Oracle has rejected BEA Systems’ proposed purchase price of US$21 per share, calling it “impossibly high” for Oracle or any other company to pay.
In a letter to BEA’s board dated Oct. 25, Oracle again urged the company to accept its offer of $17 per share, an amount that Oracle said it was “unwilling to increase.”
“The $21 per share price is a multiple of nearly eleven times BEA’s last twelve months’ reported maintenance revenues,” wrote Oracle President Charles Phillips. “Nobody would seriously consider paying that kind of multiple for a software company with shrinking new license sales.” He noted that Oracle was the only company making an offer for BEA. “Apparently no other companies think that BEA is worth $17 per share, let alone $21 per share,” Philips wrote.
Oracle again urged BEA to put its offer to a shareholder vote. Oracle’s bid of $17 per share values BEA at about $6.7 billion. A price of $21 per share would value it at $8.3 billion.
Oracle said it had an obligation to its own shareholders to “exercise price discipline when evaluating acquisition opportunities.” It reminded BEA of its deadline of Sunday evening to accept the offer, after which it will “move on” and consider other acquisitions.
Oracle made its surprise bid for BEA on Oct. 12, hoping to strengthen its line of middleware products and grow its customer base. BEA, which had been under pressure from investor Carl Icahn to sell, quickly rejected the offer as too low, and on Thursday came back with its suggested higher price. Oracle’s offer “significantly undervalues BEA” and is not in the best interests of BEA’s shareholders, it said on Thursday.
BEA officials weren’t available for comment on Oracle’s latest letter.

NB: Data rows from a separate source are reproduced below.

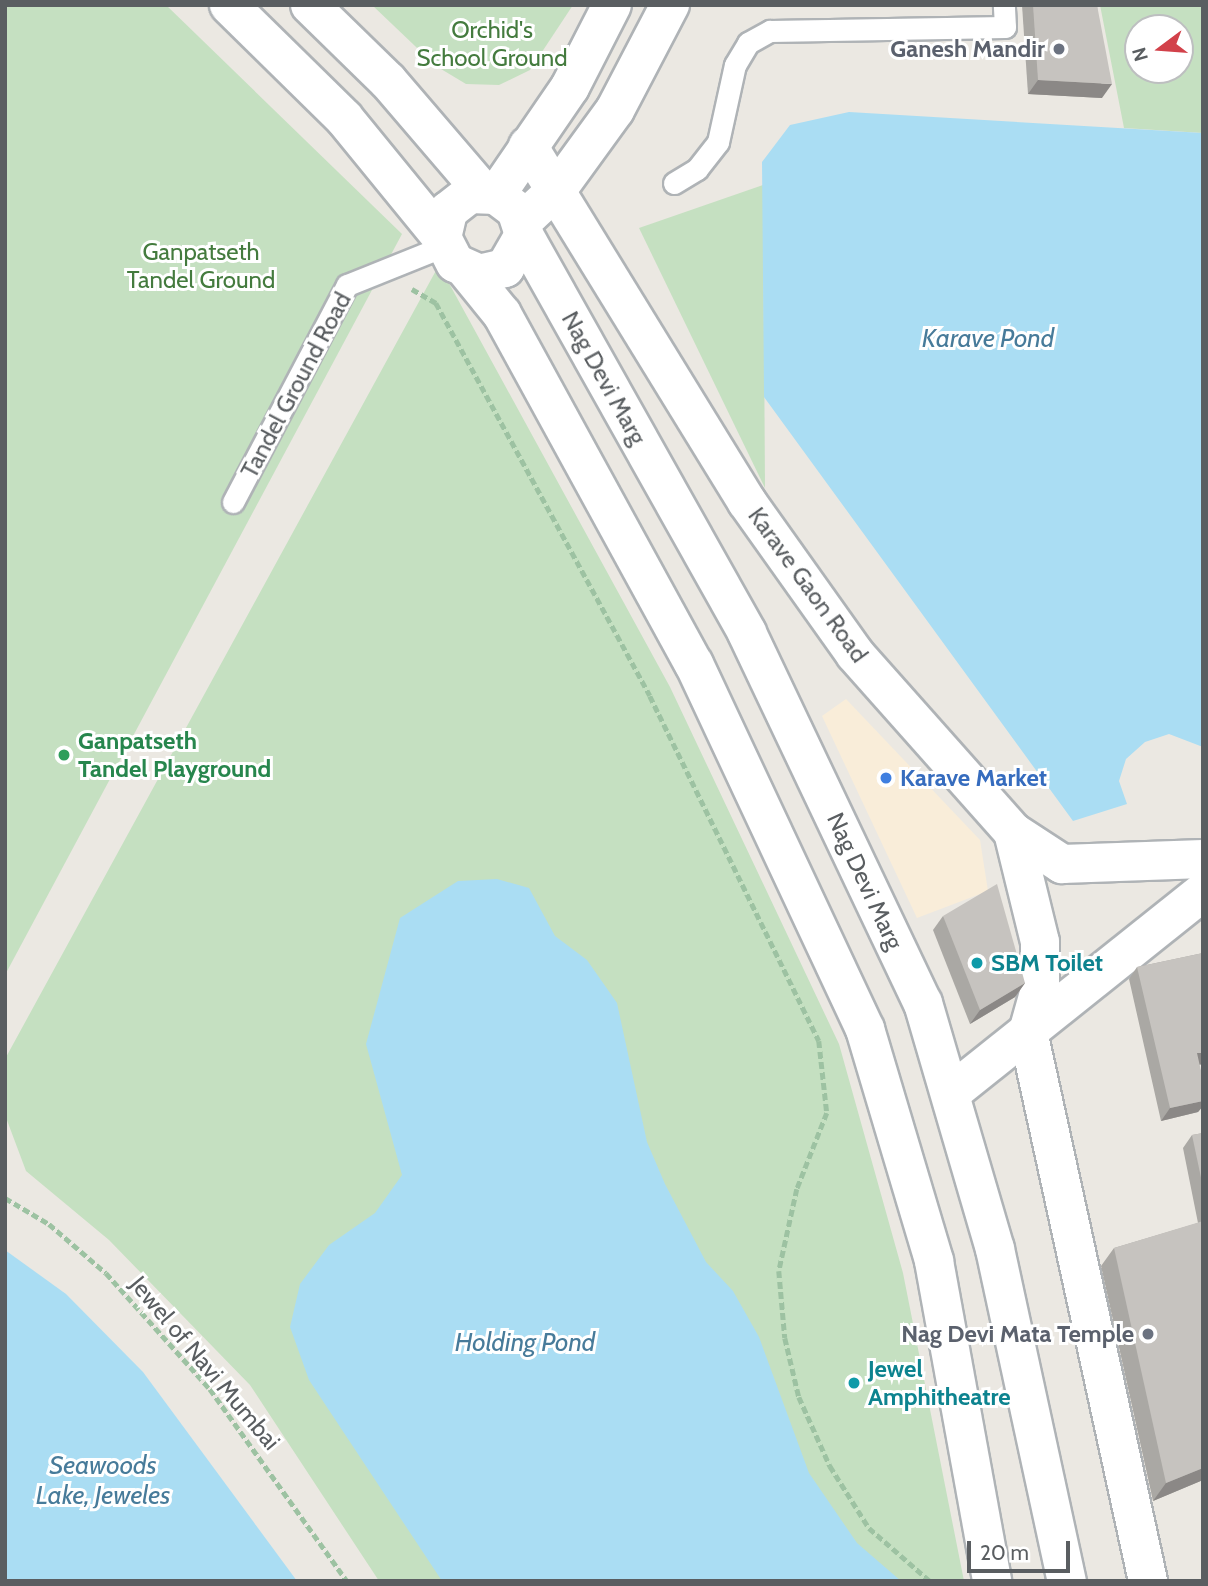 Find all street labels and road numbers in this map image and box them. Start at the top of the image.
street label: Tandel Ground Road [235,287,357,483]
street label: Nag Devi Marg [556,306,652,450]
street label: Karave Gaon Road [742,502,874,668]
street label: Nag Devi Marg [821,808,909,954]
street label: Jewel of Navi Mumbai [124,1270,286,1456] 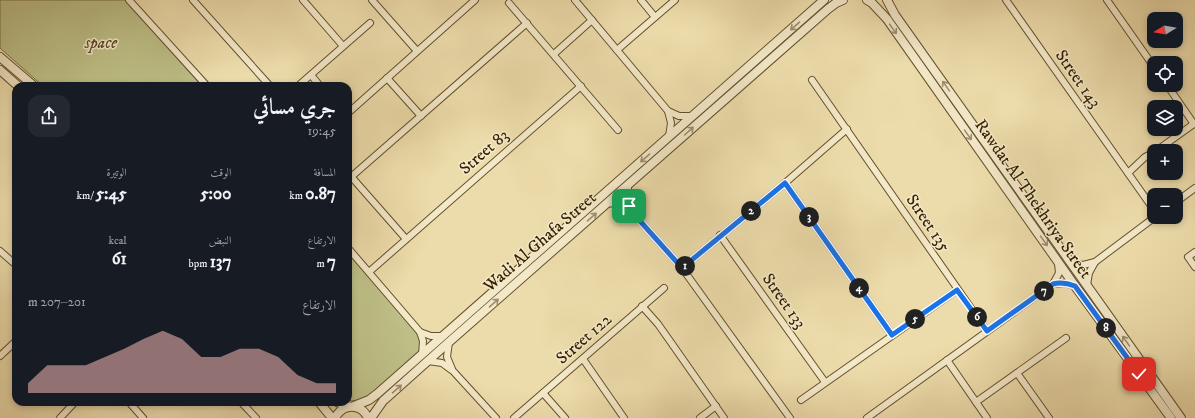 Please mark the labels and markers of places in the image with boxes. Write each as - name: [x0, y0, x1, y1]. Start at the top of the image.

If the deal doesn’t happen, BEA faces an uncertain future. SAP, for example, said it will not try to purchase BEA because there is too much overlap in the companies’ technology, CEO Henning Kagermann has reportedly said.

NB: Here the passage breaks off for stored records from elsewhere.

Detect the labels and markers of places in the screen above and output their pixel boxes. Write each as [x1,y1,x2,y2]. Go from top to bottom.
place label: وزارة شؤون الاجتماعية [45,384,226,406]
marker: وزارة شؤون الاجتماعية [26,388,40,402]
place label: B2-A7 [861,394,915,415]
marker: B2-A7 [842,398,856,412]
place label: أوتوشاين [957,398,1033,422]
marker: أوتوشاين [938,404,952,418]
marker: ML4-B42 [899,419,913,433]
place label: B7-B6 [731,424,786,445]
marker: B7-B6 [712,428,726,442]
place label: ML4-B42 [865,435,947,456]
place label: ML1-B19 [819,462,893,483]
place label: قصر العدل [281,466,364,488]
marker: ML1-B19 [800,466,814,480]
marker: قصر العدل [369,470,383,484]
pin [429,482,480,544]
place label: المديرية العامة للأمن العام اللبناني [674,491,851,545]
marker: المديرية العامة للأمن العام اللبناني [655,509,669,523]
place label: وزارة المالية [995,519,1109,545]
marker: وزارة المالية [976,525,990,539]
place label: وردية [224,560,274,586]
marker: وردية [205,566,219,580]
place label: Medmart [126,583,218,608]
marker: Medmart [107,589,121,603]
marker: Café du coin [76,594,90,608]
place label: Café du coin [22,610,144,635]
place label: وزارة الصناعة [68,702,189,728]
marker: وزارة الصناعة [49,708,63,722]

At BEA rival JBoss, a middleware vendor owned by Red Hat, general manager Sacha Labourey predicted that BEA will relent to pressure from investors and sell to Oracle.

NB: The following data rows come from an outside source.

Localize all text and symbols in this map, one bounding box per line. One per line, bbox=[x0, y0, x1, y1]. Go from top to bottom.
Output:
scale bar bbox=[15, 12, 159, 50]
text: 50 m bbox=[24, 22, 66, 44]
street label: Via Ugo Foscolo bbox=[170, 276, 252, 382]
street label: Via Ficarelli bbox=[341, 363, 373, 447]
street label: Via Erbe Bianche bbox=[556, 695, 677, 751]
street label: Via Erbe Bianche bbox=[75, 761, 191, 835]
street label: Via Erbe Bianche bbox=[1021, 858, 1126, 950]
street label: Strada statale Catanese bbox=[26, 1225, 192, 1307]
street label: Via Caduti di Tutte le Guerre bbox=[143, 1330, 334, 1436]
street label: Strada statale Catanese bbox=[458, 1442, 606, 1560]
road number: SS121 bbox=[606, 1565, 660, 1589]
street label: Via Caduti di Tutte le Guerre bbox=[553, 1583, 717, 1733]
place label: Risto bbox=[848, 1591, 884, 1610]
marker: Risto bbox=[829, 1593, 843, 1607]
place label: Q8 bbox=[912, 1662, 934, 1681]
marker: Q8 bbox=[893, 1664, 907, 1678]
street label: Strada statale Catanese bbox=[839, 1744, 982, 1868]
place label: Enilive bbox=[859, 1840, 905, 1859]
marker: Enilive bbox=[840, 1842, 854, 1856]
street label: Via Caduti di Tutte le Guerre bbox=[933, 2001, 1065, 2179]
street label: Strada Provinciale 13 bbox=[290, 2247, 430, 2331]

BEA’s product lines include AquaLogic, software to help develop and manage service-oriented architecture components, and other products to integrate, secure and govern the services deployed in an SOA. BEA also makes the WebLogic platform, a set of products including a portal that supports Web 2.0 technologies with rich user interfaces and mashups.
An Oracle-BEA deal would probably benefit BEA customers, and would be great for Oracle, giving the vendor a huge advantage over SAP in SOA-based applications, Shimmin says.
But if you don’t hear anything within the next couple weeks, this deal might not happen at all, says James Kobielus, principal analyst for data management at Current Analysis.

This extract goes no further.